As one of the most common polymorphisms of the ADIPOQ gene, rs2241766 has been examined for association to treatment response by other investigators. In Iranian patients with T2DM, the rs2241766 polymorphism was not found to be associated with the response to pioglitazone [11], although overall Iranian patients did respond better to pioglitazone, 31.7% versus 21.25% in our study. The basis for the difference in response in Iranian patients is unknown and may be due to ethnic differences in the populations analyzed [14], [15]. One other possibility is that pioglitazone has physiological effects in addition to transcription mediated by PPARγ[16].
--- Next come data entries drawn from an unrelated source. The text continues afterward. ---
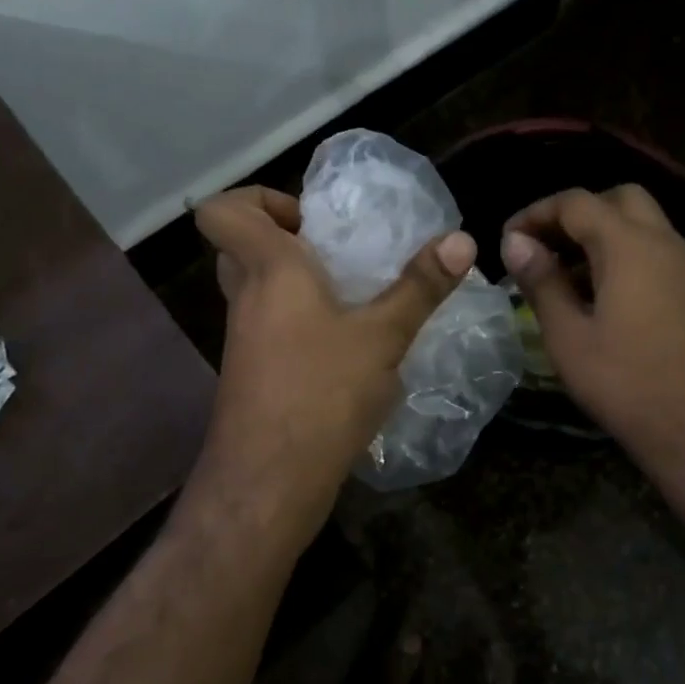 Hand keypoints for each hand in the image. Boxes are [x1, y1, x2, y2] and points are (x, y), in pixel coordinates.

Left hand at [194, 186, 475, 531]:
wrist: (268, 483)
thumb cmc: (321, 393)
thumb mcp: (382, 336)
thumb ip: (420, 286)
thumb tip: (462, 239)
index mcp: (268, 269)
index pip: (222, 211)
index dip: (257, 200)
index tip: (310, 221)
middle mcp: (246, 297)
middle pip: (242, 245)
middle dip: (287, 238)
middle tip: (337, 251)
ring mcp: (244, 337)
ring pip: (258, 287)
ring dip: (299, 282)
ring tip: (355, 294)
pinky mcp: (253, 371)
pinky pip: (270, 324)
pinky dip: (302, 320)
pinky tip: (349, 344)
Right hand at [501, 186, 684, 489]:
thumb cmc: (627, 385)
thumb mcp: (568, 336)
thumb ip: (541, 281)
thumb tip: (515, 242)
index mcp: (630, 246)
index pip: (576, 202)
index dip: (536, 213)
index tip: (508, 241)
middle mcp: (665, 243)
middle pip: (617, 199)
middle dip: (575, 213)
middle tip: (543, 247)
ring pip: (640, 224)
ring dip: (600, 234)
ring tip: (562, 273)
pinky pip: (655, 251)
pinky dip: (623, 254)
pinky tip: (599, 296)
Rs2082940, rs1063538 and rs1063537, polymorphisms in exon 3 regions of the ADIPOQ gene, were also examined for associations with therapeutic efficacy of pioglitazone was investigated. However, there was no evidence of an association between response to pioglitazone and these polymorphisms. Additional studies including larger cohorts, as well as other common polymorphisms in ADIPOQ gene, will be helpful to further confirm our results.
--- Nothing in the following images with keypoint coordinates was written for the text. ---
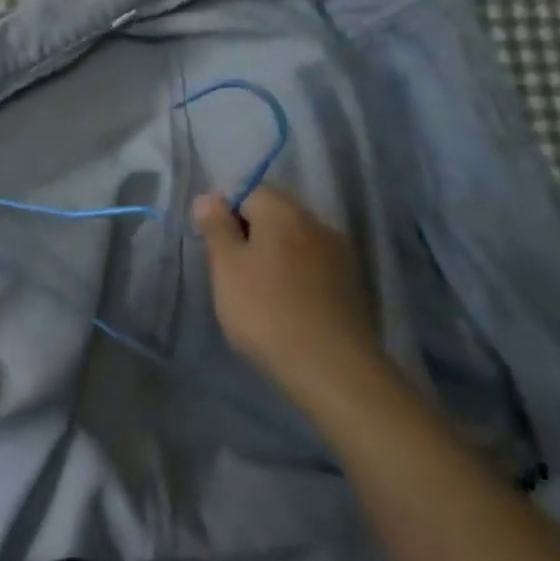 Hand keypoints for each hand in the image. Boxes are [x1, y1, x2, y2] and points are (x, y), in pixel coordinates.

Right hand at [191, 187, 380, 401]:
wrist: (332, 368)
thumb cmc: (266, 310)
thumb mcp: (226, 266)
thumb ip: (216, 227)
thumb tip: (208, 198)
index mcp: (283, 211)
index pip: (248, 192)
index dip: (224, 214)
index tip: (213, 247)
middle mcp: (316, 223)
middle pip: (273, 215)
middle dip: (249, 235)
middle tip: (229, 272)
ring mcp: (339, 255)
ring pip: (294, 242)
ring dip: (273, 257)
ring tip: (255, 292)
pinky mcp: (351, 286)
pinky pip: (312, 267)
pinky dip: (294, 277)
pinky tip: (284, 305)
A final analysis was performed to identify associations between polymorphisms and specific clinical phenotypes that might be obscured simply because of our definition of response to treatment. In this analysis, a unique, previously undescribed relationship of respone to pioglitazone with intron 2 SNPs, rs3774261, rs3821799, rs2241767, and rs1501299, emerged. Two clinical parameters, WC and insulin resistance, exhibited significant changes in patients with specific SNPs. The mean change in WC was significantly greater in treated patients with the rs3821799 genotype AA compared to those carrying genotypes AG + GG (P = 0.019). In contrast, the reduction in the insulin value of the rs3774261 genotype AG + GG patients was greater than for genotype AA (p = 0.030). Our results corroborate analysis performed on a cohort of Italian patients [17]. In the Iranian population, however, the putative relationship of the exon 2polymorphisms with WC was obscured. Only a non-significant association between the rs3821799 polymorphism and WC was observed [18].
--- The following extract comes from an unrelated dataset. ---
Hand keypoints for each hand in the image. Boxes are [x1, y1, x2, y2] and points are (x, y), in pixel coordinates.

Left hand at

The main trend of the future of medicine is personalized medicine, based in part on individual genotypes, in order to provide appropriate, safe, and economic use of a drug [19], [20]. This study provides novel data on the relationship between SNP in the ADIPOQ gene and the response to pioglitazone. Several caveats however still exist regarding the results. The major limitation of this study is the small sample size. Secondly, the study does not illuminate the molecular mechanisms by which genotype variants may influence the response to pioglitazone. Finally, the efficacy of pioglitazone is to a degree is dependent on environmental factors such as diet and exercise, and these factors were not addressed in this study. However, the results should stimulate further studies with a much larger sample size, perhaps encompassing more than simply the Chinese Han population, along with more strictly designed clinical and mechanistic studies.